Our next meeting is for everyone to get involved in looking at Internet applications. We will have our 3G link available for the evening, and hopefully will be able to look at a number of aspects of the Web, including the so called Web 1.0 and Web 2.0 methodologies for creating and interacting with websites.
It is intended to be a fun, "hands on" evening, so please come along armed with some sites and experiences of your own to demonstrate, or perhaps some issues you would like to discuss or try and resolve.
Some examples we hope to show on the evening include the ever popular Ebay auctions site, the Flickr online photo sharing site, various Google applications (search, gmail, maps....) and more!
We will have an internet connected Linux machine with Firefox available to use, but if you have a device that can be networked you should be able to connect if you need to demonstrate a specific platform!
Our last meeting was quite a packed evening looking at wireless networking, and was very hands on with quite a number of devices connected during the evening. At one point I counted 5 devices connected to test out a 3G internet connection, plus numerous Bluteooth exchanges during the evening!! (Gareth)
The evening began with an overview of Wireless LAN. As we were testing a 3G internet connection the conventional slides were replaced with Wikipedia pages downloaded live for the evening. For this event a MacBook was used as a router to share the 3G data connection to other devices using a Wireless LAN link.
Wireless LAN originated from Hawaii in 1970 in the form of ALOHAnet which was used to connect a number of academic computing systems together without phone lines. It was not until around 2000 however that consumer devices began to be made available, famously when Apple Computers showed a laptop accessing the internet at a developer show, without any wires.
Wireless LANs share the 2.4Ghz spectrum with DECT phones, bluetooth devices, garage door openers and are susceptible to interference from microwaves, which can all contribute to poor signal and low throughput difficulties. There are also a finite number of channels available, which in crowded streets and public places can be an issue with reliability and performance.

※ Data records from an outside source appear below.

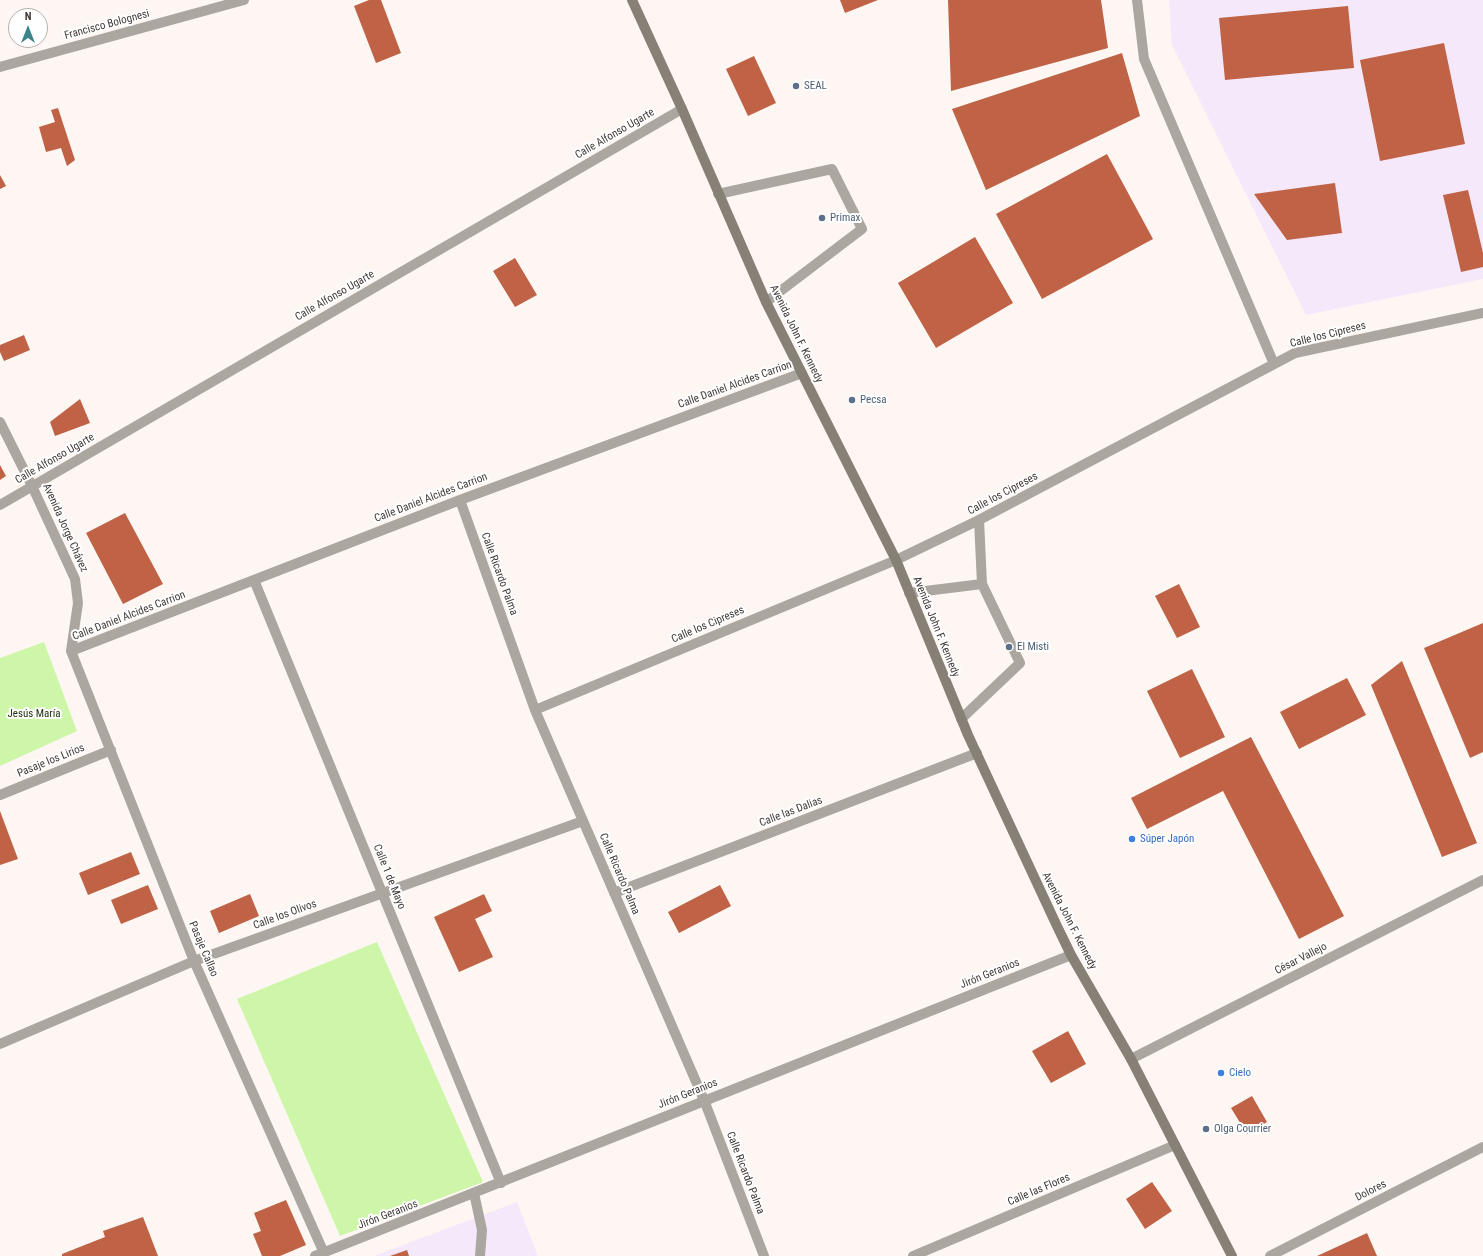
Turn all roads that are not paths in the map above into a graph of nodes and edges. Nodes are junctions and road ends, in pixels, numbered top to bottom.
1 (244, 0) edge
2 (632, 0) edge
3 (1137, 0) edge
4 (0, 66) edge
5 (682, 109) junction
6 (718, 194) junction
7 (766, 302) junction
8 (1483, 313) edge
9 (1274, 364) junction
10 (802, 373) junction
11 (0, 422) edge
12 (32, 486) junction
13 (460, 500) junction
14 (0, 505) edge
15 (979, 520) junction
16 (896, 560) junction
17 (254, 580) junction
18 (982, 584) junction
19 (909, 593) junction
20 (71, 651) junction
21 (535, 710) junction
22 (961, 720) junction
23 (111, 750) junction
24 (977, 753) junction
25 (0, 795) edge
26 (583, 821) junction
27 (1483, 880) edge
28 (382, 893) junction
29 (614, 893) junction
30 (1071, 955) junction
31 (194, 961) junction
32 (0, 1044) edge
33 (1131, 1059) junction
34 (704, 1100) junction
35 (1175, 1145) junction
36 (1483, 1148) edge
37 (502, 1183) junction
38 (474, 1193) junction
39 (320, 1254) edge
40 (480, 1256) edge
41 (764, 1256) edge
42 (913, 1256) edge
43 (1232, 1256) edge
44 (1270, 1256) edge

1 - 4 street, Francisco Bolognesi
2 - 5 main road, Avenida John F. Kennedy
3 - 9 street
5 - 6 main road, Avenida John F. Kennedy
5 - 12 street, Calle Alfonso Ugarte
6 - 7 main road, Avenida John F. Kennedy
6 - 7 street
7 - 10 main road, Avenida John F. Kennedy
8 - 9 street, Calle los Cipreses
9 - 15 street, Calle los Cipreses
10 - 13 street, Calle Daniel Alcides Carrion
10 - 16 main road, Avenida John F. Kennedy
11 - 12 street, Avenida Jorge Chávez
12 - 14 street, Calle Alfonso Ugarte
12 - 20 street, Avenida Jorge Chávez
13 - 17 street, Calle Daniel Alcides Carrion
13 - 21 street, Calle Ricardo Palma
15 - 16 street, Calle los Cipreses
15 - 18 street
16 - 19 main road, Avenida John F. Kennedy
16 - 21 street, Calle los Cipreses
17 - 20 street, Calle Daniel Alcides Carrion
17 - 28 street, Calle 1 de Mayo
18 - 19 street
18 - 22 street
19 - 22 main road, Avenida John F. Kennedy
20 - 23 street, Pasaje Callao
21 - 26 street, Calle Ricardo Palma
22 - 24 main road, Avenida John F. Kennedy
23 - 25 street, Pasaje los Lirios
23 - 31 street, Pasaje Callao
24 - 29 street, Calle las Dalias
24 - 30 main road, Avenida John F. Kennedy
26 - 28 street, Calle los Olivos
26 - 29 street, Calle Ricardo Palma
27 - 33 street, César Vallejo
28 - 31 street, Calle los Olivos
28 - 37 street, Calle 1 de Mayo
29 - 34 street, Calle Ricardo Palma
30 - 33 main road, Avenida John F. Kennedy
30 - 34 street, Jirón Geranios
31 - 32 street, Calle los Olivos
31 - 39 street, Pasaje Callao
33 - 35 main road, Avenida John F. Kennedy
34 - 37 street, Jirón Geranios
34 - 41 street, Calle Ricardo Palma
35 - 42 street, Calle las Flores
35 - 43 main road, Avenida John F. Kennedy
36 - 44 street, Dolores
37 - 38 street, Jirón Geranios
38 - 39 street, Jirón Geranios
38 - 40 street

A number of Wireless LAN standards exist, with varying levels of specified and real world performance. The original 802.11b standard had a specified maximum speed of 11Mbps, but in practice only 4-5Mbps was attained. Similarly for the current 802.11g, 54Mbps is specified and approximately 19Mpbs is generally achievable. These real world figures seemed generally accurate to that achieved by those of us that use Wireless at work or at home.
The future 802.11n which is currently a draft specifies a maximum throughput of 248Mbps although in reality this is likely to be around 74. This is comparable to a Fast Ethernet cable though, and would be a welcome speed increase. This is to be achieved using newer modulation techniques and multiple antennas.
Our internet access for the evening was via a 3G data modem. This small USB device contains a SIM Card and the data portions of a 3G mobile phone. Depending on the network and signal strength, speeds of between 384kbps and potentially 7.2Mbps are attainable using HSDPA (High Speed Downlink Packet Access). The network we used typically allows 1.4 to 3.6Mbps connections, comparable to home broadband, although actual throughput is often less.
Our attempts to play YouTube clips were relatively successful with some buffering and stuttering, but the connection proved too slow on the night for BBC iPlayer. With a higher mobile signal strength this should be possible however.
We also touched briefly on Bluetooth, the short range and relatively low speed standard for sharing files, and network access between portable devices. It can also be used for audio both hands free kits and cordless headphones. Of some of the modern issues with Bluetooth we discussed BlueJacking. This is essentially targetted advertising (or spam) sent to phones with unprotected bluetooth enabled while you are walking about. Typically used to sending special offers from stores, it is not that common yet but watch this space!!
Bluetooth 3.0, a future extension to bluetooth aims to add a high speed data rate over a few metres. This would allow wireless connection of hard disks, cameras and other devices that currently use a USB or Firewire cable to connect and transfer data without plugging in lots of wires.
Following a refreshment break those of us present connected a number of PCs and devices to the internet over the 3G link. While slow at times it was generally useable, and I am sure will be useful to us at future meetings! To prove the drivers for the 3G USB modem are built-in and no downloads are needed, we plugged it into Peter's Windows XP PC, where it was detected and he was able to connect.
There was quite some interest in the small ASUS EEE PCs owned by Gareth and Paul... but more on those devices at our Linux evening later in the year!!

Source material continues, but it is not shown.